In protein structure, we already have these Bayesian methods for inferring the fold, so the point of the probabilistic representation is to plug it i these methods as a prior. In philosophy, we want ideal rationality, which suggests probability. In automated theorem proving… okay, yeah, in automated theorem proving I can’t explain why you’d want to use probability theory in particular.
But yes. If you had a principled way to turn your background information and already done computations into a probability distribution for future computations, you could use that for AI search problems. And optimization problems. Wow, that’s a lot of problems. I’m not sure how it would stack up against other methods, but it’d be interesting if that became a paradigm for at least some problems.
In fact, now that you’ve inspired me to look for it, I find that it’s being done! Not with the approach of coming up with a distribution over all mathematical statements that you see in Christiano’s report, and which is the approach I had in mind when writing the post. But rather, with an approach like what Cari Kaufman I think uses, where you guess based on nearby points. Which is accomplished by modeling a difficult-to-evaluate function as a stochastic process with some kind of local correlations, like a Gaussian process, so that you get probability distributions for the values of the function at each point. What I’m finding is that this is, in fact, an approach people use to optimizing difficult-to-evaluate objective functions. See here for the details: Efficient Global Optimization of Expensive Black-Box Functions, by Jones, Schonlau and Welch.

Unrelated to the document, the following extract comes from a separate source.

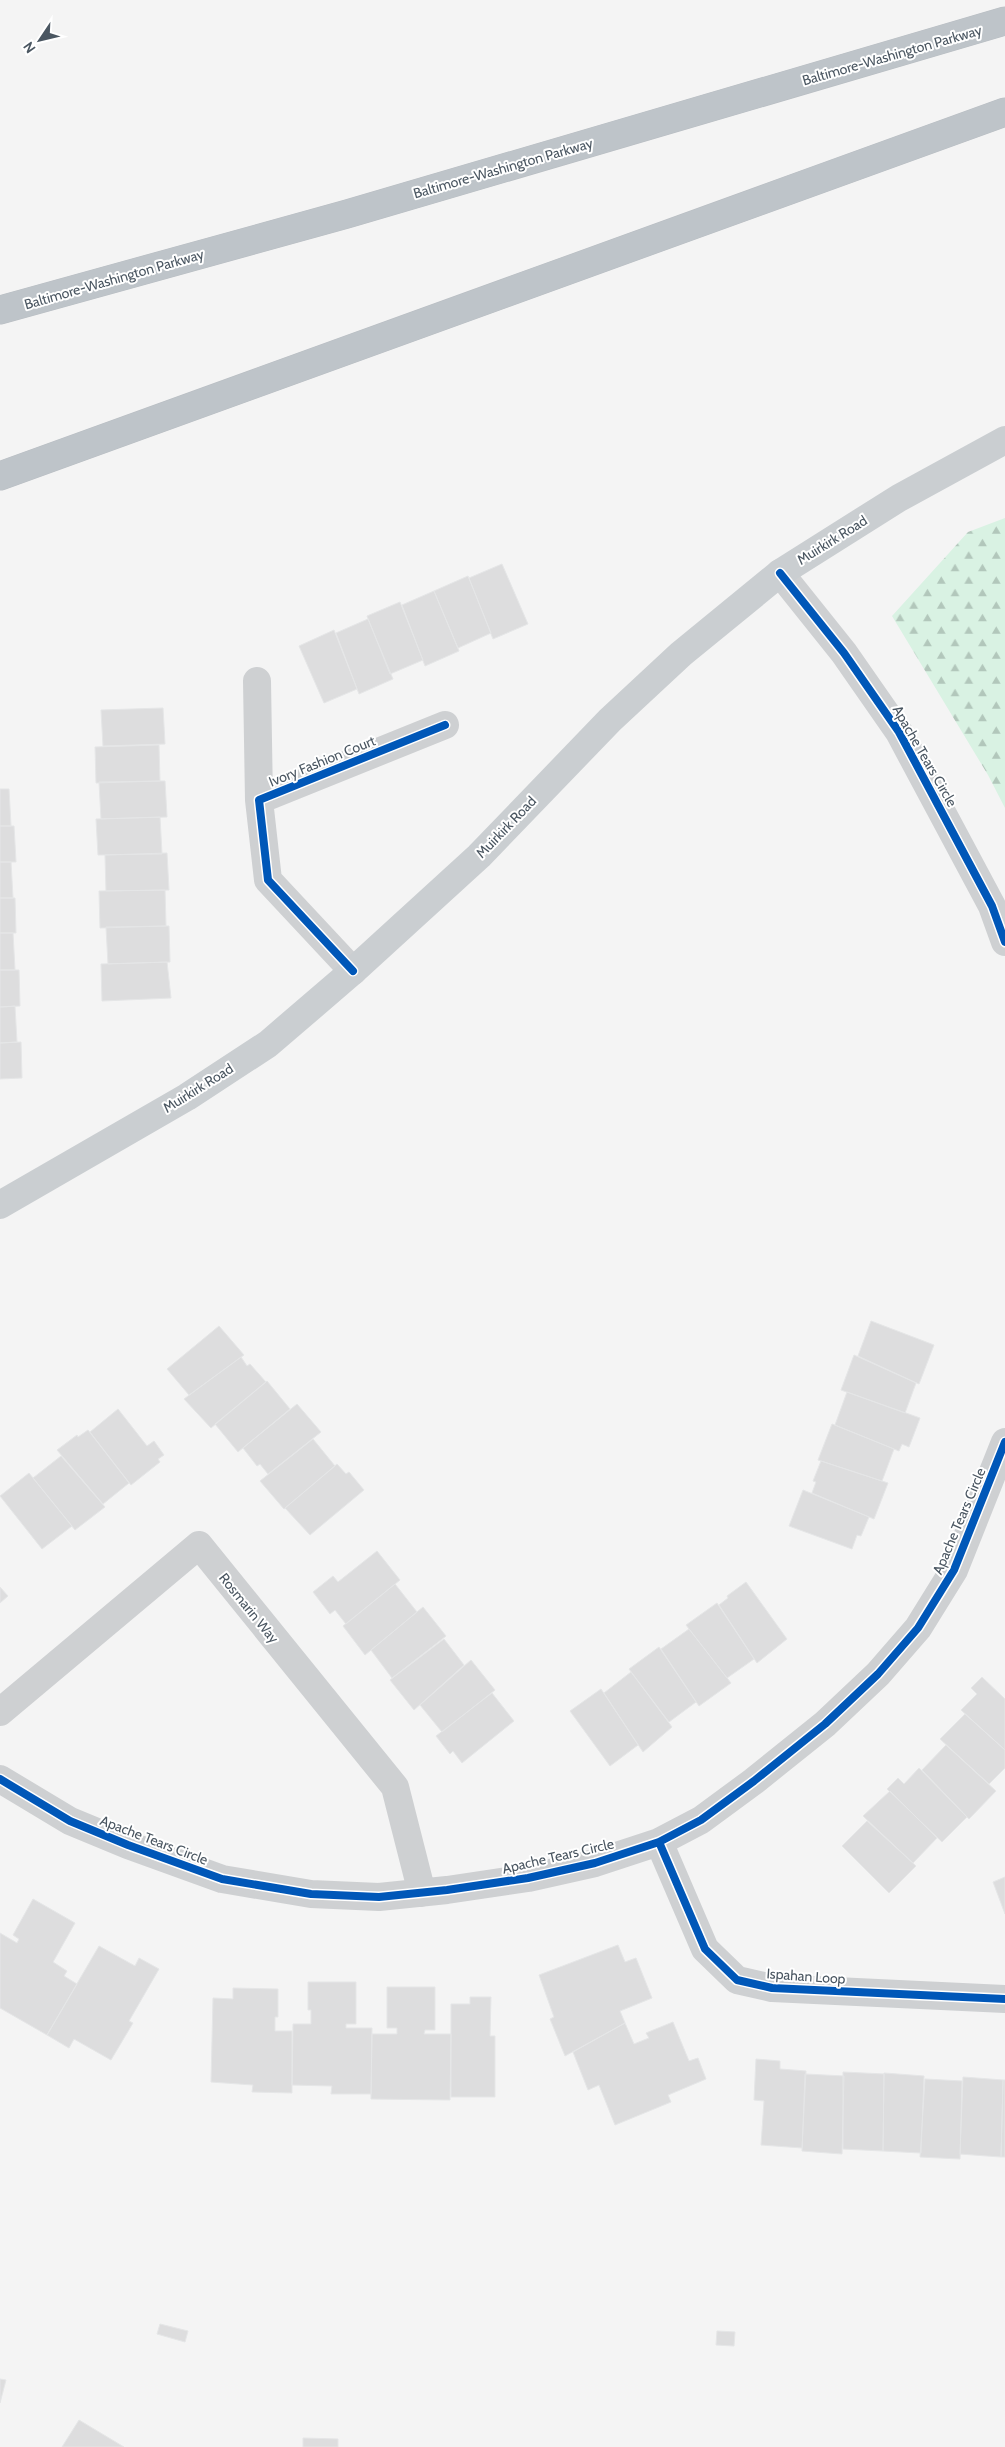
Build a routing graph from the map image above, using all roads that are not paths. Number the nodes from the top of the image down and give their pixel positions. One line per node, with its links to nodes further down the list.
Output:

Surely probability or something very much like it is conceptually the right way to deal with uncertainty, whether it’s logical uncertainty or any other kind? Granted, most of the time you don’t want to deal with explicit probability distributions and Bayesian updates because the computation can be expensive, but when you work with approximations you’re better off if you know what it is you’re approximating.

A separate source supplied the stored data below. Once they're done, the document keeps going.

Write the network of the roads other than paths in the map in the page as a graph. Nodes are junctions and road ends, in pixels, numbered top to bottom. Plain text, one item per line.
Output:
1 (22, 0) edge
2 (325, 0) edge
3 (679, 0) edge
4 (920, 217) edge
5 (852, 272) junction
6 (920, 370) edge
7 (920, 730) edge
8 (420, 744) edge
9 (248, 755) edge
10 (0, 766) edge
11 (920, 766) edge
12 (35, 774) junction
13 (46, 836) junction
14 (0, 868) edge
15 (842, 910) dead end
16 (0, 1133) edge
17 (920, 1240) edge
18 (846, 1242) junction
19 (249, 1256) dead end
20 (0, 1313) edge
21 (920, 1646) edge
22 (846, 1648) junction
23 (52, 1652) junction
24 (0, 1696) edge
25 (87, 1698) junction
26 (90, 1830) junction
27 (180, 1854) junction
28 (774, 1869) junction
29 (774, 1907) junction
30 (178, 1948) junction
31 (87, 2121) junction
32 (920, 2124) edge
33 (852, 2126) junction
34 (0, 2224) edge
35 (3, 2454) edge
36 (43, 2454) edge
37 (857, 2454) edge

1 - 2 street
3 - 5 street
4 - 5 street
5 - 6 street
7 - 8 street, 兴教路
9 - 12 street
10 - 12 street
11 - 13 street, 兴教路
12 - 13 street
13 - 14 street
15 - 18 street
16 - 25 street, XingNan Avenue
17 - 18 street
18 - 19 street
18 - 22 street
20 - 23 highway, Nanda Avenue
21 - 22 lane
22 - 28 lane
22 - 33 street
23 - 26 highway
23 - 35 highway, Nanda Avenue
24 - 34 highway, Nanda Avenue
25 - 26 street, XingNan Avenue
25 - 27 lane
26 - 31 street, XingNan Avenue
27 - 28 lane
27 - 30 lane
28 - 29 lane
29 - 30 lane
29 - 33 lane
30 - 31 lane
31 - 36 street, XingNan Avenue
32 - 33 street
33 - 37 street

In the area of search algorithms, I think these kinds of approaches are woefully underrepresented, and I don’t think it’s because they aren’t particularly applicable. Granted, I could be wrong on this, because the core ideas aren’t particularly new (see, for example, Dynamic Probability, Computer Chess, and the Measurement of Knowledge by I. J. Good).
It’s an area of research I’m working on right now, so I’ve spent a fair amount of time looking into it. I could give a few references on the topic, but on the whole I think they’re quite sparse.

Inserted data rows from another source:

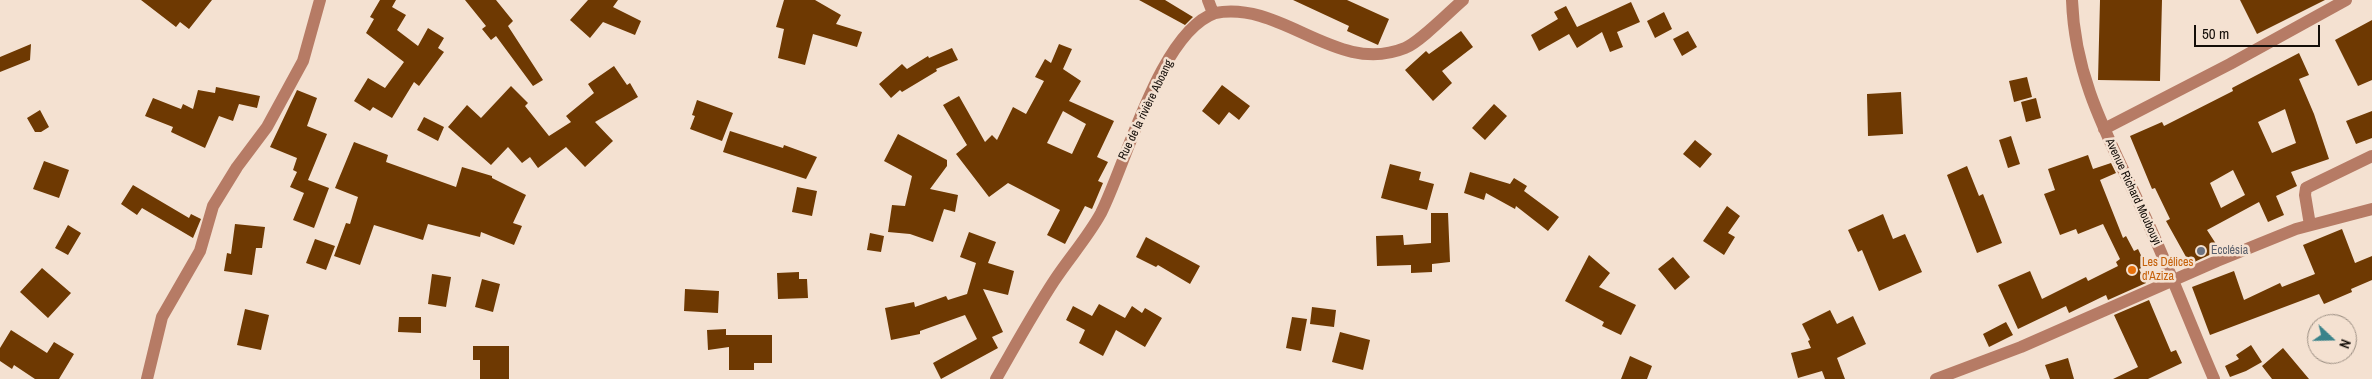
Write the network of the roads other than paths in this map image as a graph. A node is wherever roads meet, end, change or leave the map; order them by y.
1 (320, 0) edge
2 (1208, 0) edge
3 (1463, 0) edge
4 (2072, 0) edge
5 (2346, 0) edge
6 (1213, 14) junction
7 (2104, 129) junction
8 (2372, 156) edge
9 (2372, 208) edge
10 (2310, 225) junction
11 (2172, 281) junction
12 (147, 379) edge
13 (996, 379) edge
14 (1936, 379) edge
15 (2214, 379) edge

1 - 12 street
2 - 6 street
3 - 6 street, Rue de la rivière Aboang
4 - 7 street, Avenue Richard Moubouyi
5 - 7 street
6 - 13 street, Rue de la rivière Aboang
7 - 11 street, Avenue Richard Moubouyi
8 - 10 street
9 - 10 street
10 - 11 street
11 - 14 street
11 - 15 street, Avenue Richard Moubouyi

Here’s some of the literature:
Heuristic search as evidential reasoning by Hansson and Mayer
A Bayesian Approach to Relevance in Game Playing by Baum and Smith
and also work following Stuart Russell’s concept of “metareasoning”
On Optimal Game-Tree Search using Rational Meta-Reasoning by Russell and Wefald
Principles of metareasoning by Russell and Wefald
and the relatively recent
Selecting Computations: Theory and Applications by Hay, Russell, Tolpin and Shimony.
On the whole, though, it’s relatively limited. At a bare minimum there is plenty of room for probabilistic representations in order to give a better theoretical foundation, but I think there is also plenty of practical benefit to be gained from those techniques as well.
As a particular example of the applicability of these methods, there is a phenomenon referred to as “search pathology” or “minimax pathology”, in which for certain tree structures searching deeper actually leads to worse results, when using standard rules for propagating value estimates up a tree (most notably minimax). From a Bayesian perspective this clearly shouldn’t occur, and hence this phenomenon of pathology must be the result of a failure to correctly update on the evidence.